You may need a little more to understand scripting

a Tutorial to do what, exactly?

There is some very good documentation on the rclone website:

And, it’s in the community repository:

$ pamac search rclone
[...]
rclone                                                                                                                                                                                                [Installed] 1.59.2-1                        community
Sync files to and from Google Drive, S3, Swift, Cloudfiles, Dropbox and Google Cloud Storage

So it can be installed using:

pamac install rclone

Then it’s easy to configure it:

rclone config

Use it:

But first

It’s important to ensure your provider is supported:

But of course, it seems you’ll use the ftp back-end.

To schedule the backups, I wrote a small script and am calling that with systemd timers.

Log into your cPanel account.
In the “Files” section, click on “Backup” Icon.
Under “Full Backup“, Click on “Download a Full Website Backup” button.
From Dropdown menu, Select Backup destination to “Remote FTP Server“, In Email field enter your email address.

Regards,
James

Thank You very much, I have figured out everything with some research and tutorials

but i am unable to sync my remote files with my local Manjaro laptop

rclone sync support only local(source) to remote (destination) but i want to reverse it

can you help me ?

I don’t need cPanel backup as it’s already created in server, i just want to save in my system in case I have not access on server

Thanks for your reply

I gave you an almost ready to use snippet above - now it is your turn to put it to use.

you can get more info on the ftp command from inetutils package using the builtin help system

man ftp
info ftp

Or the GNU documentation

TIP: create a file ~/.netrc to avoid entering credentials in your script and omit the -n argument

machine your-ftp-server
login your-login
password your-password

Do not treat this forum and it’s members as a resource - because they are not.

Quotes from effectively using the forum to get support

The Forum is a place were community users volunteer to help other users and share knowledge, the response time is usually good, however an answer is never guaranteed and always depends of the quality of your question.

Saying that something does not work without providing output, or that you don’t want to spend time reading some documentation and only want a solution is not going to take you far, as the community volunteers are not paid workers and the forum is not to be used as a commercial support service.

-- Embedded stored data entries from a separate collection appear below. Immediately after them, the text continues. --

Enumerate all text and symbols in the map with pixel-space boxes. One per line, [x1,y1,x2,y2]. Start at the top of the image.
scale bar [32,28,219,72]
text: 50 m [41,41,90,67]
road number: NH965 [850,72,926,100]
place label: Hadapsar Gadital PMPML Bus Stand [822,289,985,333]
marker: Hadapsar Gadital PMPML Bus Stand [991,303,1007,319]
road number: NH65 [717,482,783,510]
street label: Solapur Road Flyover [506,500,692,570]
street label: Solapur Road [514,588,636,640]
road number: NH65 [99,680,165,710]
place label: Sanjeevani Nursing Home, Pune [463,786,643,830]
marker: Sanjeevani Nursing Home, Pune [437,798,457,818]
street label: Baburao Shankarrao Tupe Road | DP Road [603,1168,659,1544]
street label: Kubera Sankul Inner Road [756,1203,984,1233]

I don’t think it only supports that.

I might be wrong, but the syntax is:

$ rclone <action> <source> <deestination>

Where:

  • <action> is the action rclone should perform; I.e. sync, copy, check and more.
  • <source> is the source of the file/directory; I.e.: where it’s copied from.
  • <destination> is the destination of the file/directory; I.e. where it’s copied to.

I haven’t tested it yet, but from my understanding, <source> can be either the local or the remote directory. Likewise <destination>.

And there’s also the bisync action:

And the mount action:

As for the scripts, no, I don’t mind sharing, but it’ll have to wait until a bit later. And besides, you’ll learn more if you figure it out yourself. And they’re anyway just for uploading, not downloading, as you require.

did he give you some valuable advice? - or not?

leave it at that

He (and many here) have a somewhat different context to what you imply.

… and (just perhaps, maybe, possibly …)
that is good enough - to help you get to a solution

just say thank you and that’s it - why question the (presumed) motive?
It’s not productive in any case.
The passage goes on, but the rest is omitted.